[[ MATERIAL SUPPLIED open ]]
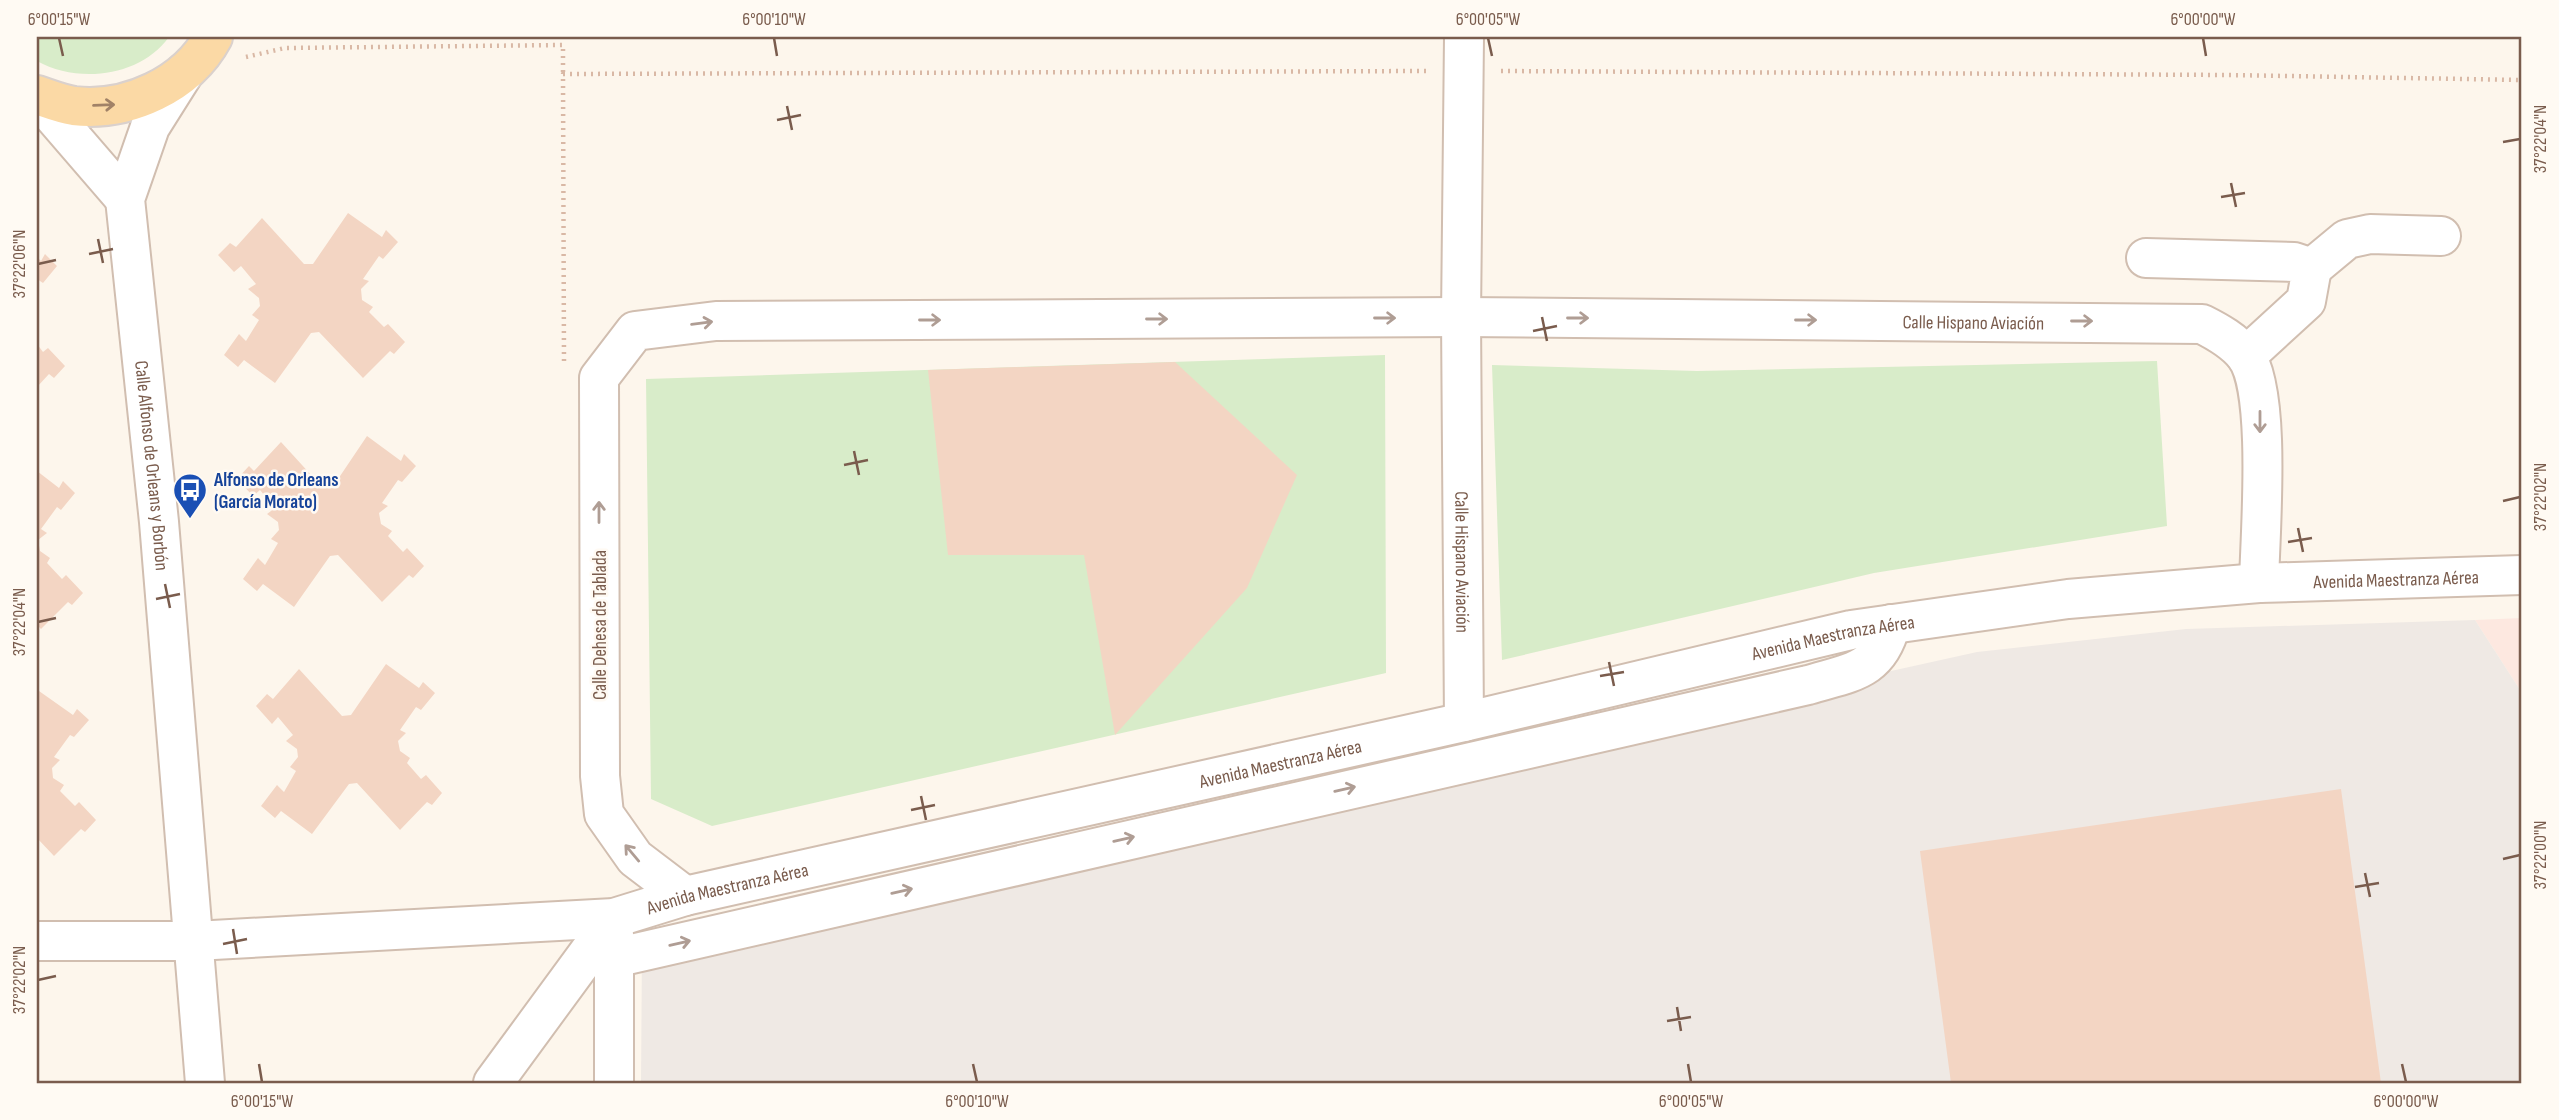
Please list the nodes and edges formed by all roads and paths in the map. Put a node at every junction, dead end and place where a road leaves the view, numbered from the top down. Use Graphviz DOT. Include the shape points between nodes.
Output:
graph roads {
  1 [pos="226,48"];
  2 [pos="1464,54"];
  3 [pos="184,73"];
  4 [pos="563,74"];
  5 [pos="2522,80"];
  6 [pos="37,96"];
  7 [pos="125,199"];
  8 [pos="2441,236"];
  9 [pos="2146,258"];
  10 [pos="2312,268"];
  11 [pos="1461,317"];
  12 [pos="2246,356"];
  13 [pos="564,366"];
  14 [pos="2522,575"];
  15 [pos="2259,583"];
  16 [pos="1891,624"];
  17 [pos="1464,722"];
  18 [pos="685,896"];
  19 [pos="614,918"];
  20 [pos="37,941"];
  21 [pos="194,941"];
  22 [pos="614,958"];
  23 [pos="205,1083"];
  24 [pos="493,1083"];
  25 [pos="614,1083"];
  1 -- 3 [label="main road"];
  1 -- 4 [label="path" via="563,45"];
  2 -- 4 [label="path"];
  2 -- 5 [label="path"];
  2 -- 11 [label="street, Calle Hispano Aviación"];
  6 -- 3 [label="main road, one-way" via="73,106 113,106 151,94"];
  3 -- 7 [label="street, Calle Alfonso de Orleans y Borbón" via="150,127"];
  4 -- 13 [label="path"];
  6 -- 7 [label="street"];
  7 -- 21 [label="street, Calle Alfonso de Orleans y Borbón" via="159,522"];
  8 -- 10 [label="street" via="2370,234 2347,239"];
  9 -- 10 [label="street" via="2294,262"];
  10 -- 12 [label="street" via="2306,301"];
  11 -- 12 [label="street, Calle Hispano Aviación, one-way" via="2179,322 2202,324 2222,334"];
  11 -- 17 [label="street, Calle Hispano Aviación"];
  18 -- 11 [label="street, Calle Dehesa de Tablada, one-way" via="635,858 604,814 600,776 599,378 635,331 716,321"];
  12 -- 15 [label="street, Calle Hispano Aviación, one-way" via="2257,379 2260,409"];
  14 -- 15 [label="street, Avenida Maestranza Aérea"];
  15 -- 16 [label="street, Avenida Maestranza Aérea" via="2068,599"];
  16 -- 17 [label="street, Avenida Maestranza Aérea" via="1851,629"];
  22 -- 16 [label="street, one-way" via="1808,685 1872,662 1885,648"];
  17 -- 18 [label="street, Avenida Maestranza Aérea"];
  18 -- 19 [label="street, Avenida Maestranza Aérea"];
  19 -- 21 [label="street, Avenida Maestranza Aérea"];
  19 -- 22 [label="street"];
  19 -- 24 [label="street"];
  20 -- 21 [label="street, Avenida Maestranza Aérea"];
  21 -- 23 [label="street, Calle Alfonso de Orleans y Borbón"];
  22 -- 25 [label="street"];
}
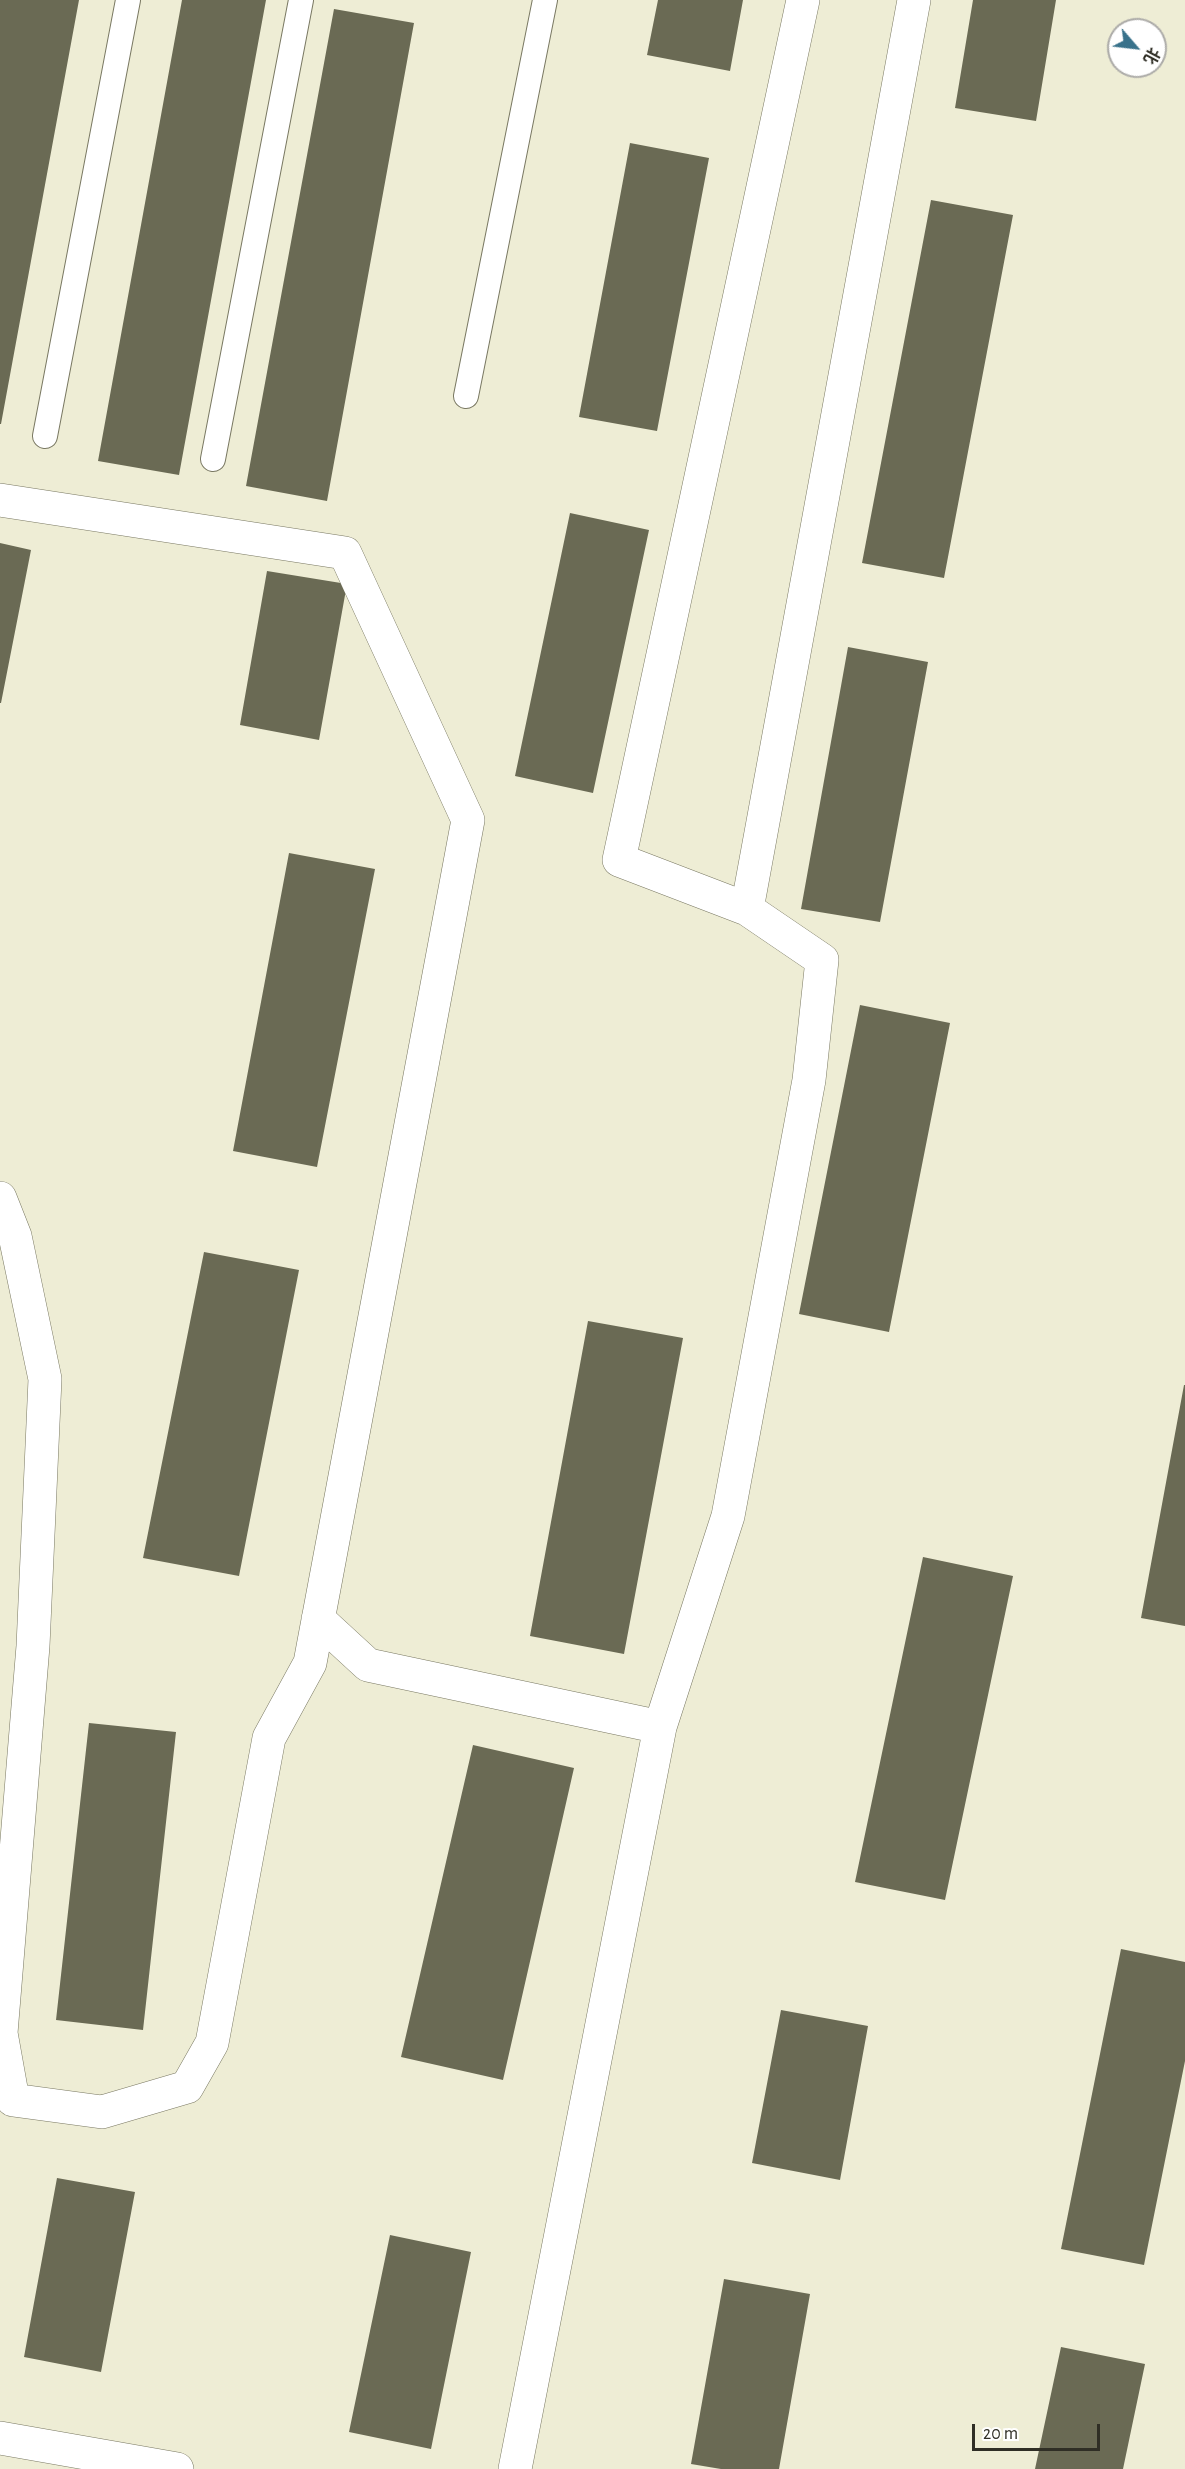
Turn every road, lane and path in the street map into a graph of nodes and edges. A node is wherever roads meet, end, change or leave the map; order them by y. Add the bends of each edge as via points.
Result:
1 (128, 0) edge
2 (301, 0) edge
3 (545, 0) edge
4 (803, 0) edge
5 (914, 0) edge
6 (466, 396) dead end
7 (45, 436) dead end
8 (213, 459) dead end
9 (0, 500) edge
10 (747, 909) junction
11 (0, 1198) edge
12 (318, 1618) junction
13 (660, 1727) junction
14 (0, 2438) edge
15 (177, 2469) edge
16 (515, 2469) edge

1 - 7 lane
2 - 8 lane
3 - 6 lane
4 - 10 street via 619,860
5 - 10 street
9 - 12 street via 345,553 468,820
10 - 13 street via 822,960 819,992 809,1080 728,1516
11 - 12 street via 15,1236 45,1379 33,1646 2,2033 13,2100 102,2112 187,2087 212,2043 269,1738 310,1664
12 - 13 street via 368,1665
13 - 16 street
14 - 15 street

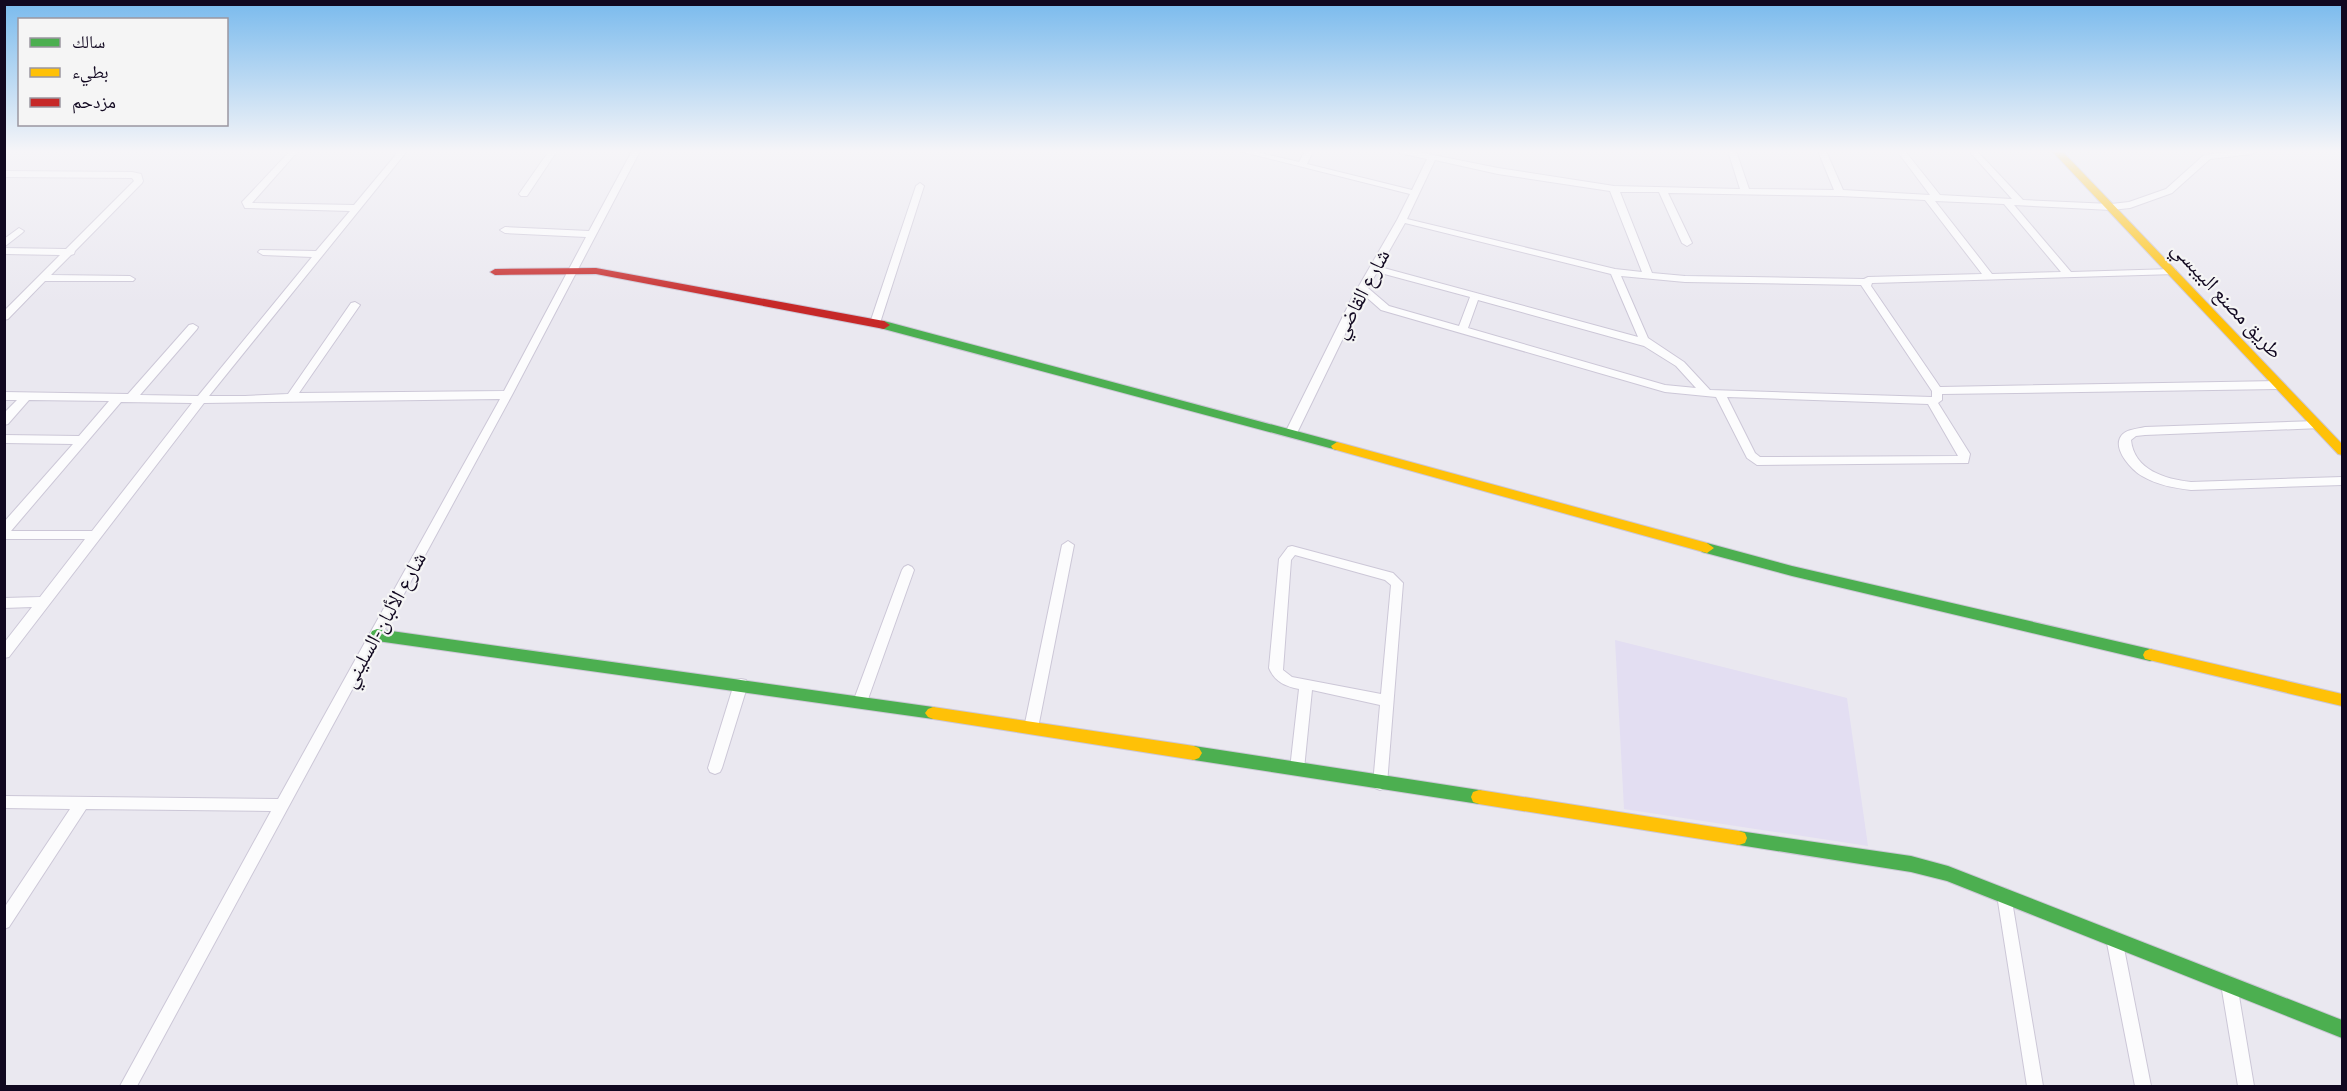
[[ MATERIAL SUPPLIED closed ]]
__EXERCISE REQUIREMENTS__.
Everything in the listing above, apart from its pictures, must be repeated exactly.

__OUTPUT OF THE EXERCISE__.
Please list the nodes and edges formed by all roads and paths in the map. Put a node at every junction, dead end and place where a road leaves the view, numbered from the top down. Use Graphviz DOT. Include the shape points between nodes.
Output:
graph roads {
  1 [pos="226,48"];
  2 [pos="1464,54"];
  3 [pos="184,73"];
  4 [pos="563,74"];
  5 [pos="2522,80"];
  6 [pos="37,96"];
  7 [pos="125,199"];
  8 [pos="2441,236"];
  9 [pos="2146,258"];
  10 [pos="2312,268"];
  11 [pos="1461,317"];
  12 [pos="2246,356"];
  13 [pos="564,366"];
  14 [pos="2522,575"];
  15 [pos="2259,583"];
  16 [pos="1891,624"];
  17 [pos="1464,722"];
  18 [pos="685,896"];
  19 [pos="614,918"];
  20 [pos="37,941"];
  21 [pos="194,941"];
  22 [pos="614,958"];
  23 [pos="205,1083"];
  24 [pos="493,1083"];
  25 [pos="614,1083"];
  1 -- 3 [label="main road"];
  1 -- 4 [label="path" via="563,45"];
  2 -- 4 [label="path"];
  2 -- 5 [label="path"];
  2 -- 11 [label="street, Calle Hispano Aviación"];
  6 -- 3 [label="main road, one-way" via="73,106 113,106 151,94"];
  3 -- 7 [label="street, Calle Alfonso de Orleans y Borbón" via="150,127"];
  4 -- 13 [label="path"];
  6 -- 7 [label="street"];
  7 -- 21 [label="street, Calle Alfonso de Orleans y Borbón" via="159,522"];
  8 -- 10 [label="street" via="2370,234 2347,239"];
  9 -- 10 [label="street" via="2294,262"];
  10 -- 12 [label="street" via="2306,301"];
  11 -- 12 [label="street, Calle Hispano Aviación, one-way" via="2179,322 2202,324 2222,334"];
  11 -- 17 [label="street, Calle Hispano Aviación"];
  18 -- 11 [label="street, Calle Dehesa de Tablada, one-way" via="635,858 604,814 600,776 599,378 635,331 716,321"];
  12 -- 15 [label="street, Calle Hispano Aviación, one-way" via="2257,379 2260,409"];
  14 -- 15 [label="street, Avenida Maestranza Aérea"];
  15 -- 16 [label="street, Avenida Maestranza Aérea" via="2068,599"];
  16 -- 17 [label="street, Avenida Maestranza Aérea" via="1851,629"];
  22 -- 16 [label="street, one-way" via="1808,685 1872,662 1885,648"];
  17 -- 18 [label="street, Avenida Maestranza Aérea"];
  18 -- 19 [label="street, Avenida Maestranza Aérea"];
  19 -- 21 [label="street, Avenida Maestranza Aérea"];
  19 -- 22 [label="street"];
  19 -- 24 [label="street"];
  20 -- 21 [label="street, Avenida Maestranza Aérea"];
  21 -- 23 [label="street, Calle Alfonso de Orleans y Borbón"];
  22 -- 25 [label="street"];
}
Turn every road, lane and path in the street map into a graph of nodes and edges. A node is wherever roads meet, end, change or leave the map; order them by y. Add the bends of each edge as via points.
Result:
1 (128, 0) edge
2 (301, 0) edge
3 (545, 0) edge
4 (803, 0) edge
5 (914, 0) edge
6 (466, 396) dead end
7 (45, 436) dead end
8 (213, 459) dead end
9 (0, 500) edge
10 (747, 909) junction
11 (0, 1198) edge
12 (318, 1618) junction
13 (660, 1727) junction
14 (0, 2438) edge
15 (177, 2469) edge
16 (515, 2469) edge

1 - 7 lane
2 - 8 lane
3 - 6 lane
4 - 10 street via 619,860
5 - 10 street
9 - 12 street via 345,553 468,820
10 - 13 street via 822,960 819,992 809,1080 728,1516
11 - 12 street via 15,1236 45,1379 33,1646 2,2033 13,2100 102,2112 187,2087 212,2043 269,1738 310,1664
12 - 13 street via 368,1665
13 - 16 street
14 - 15 street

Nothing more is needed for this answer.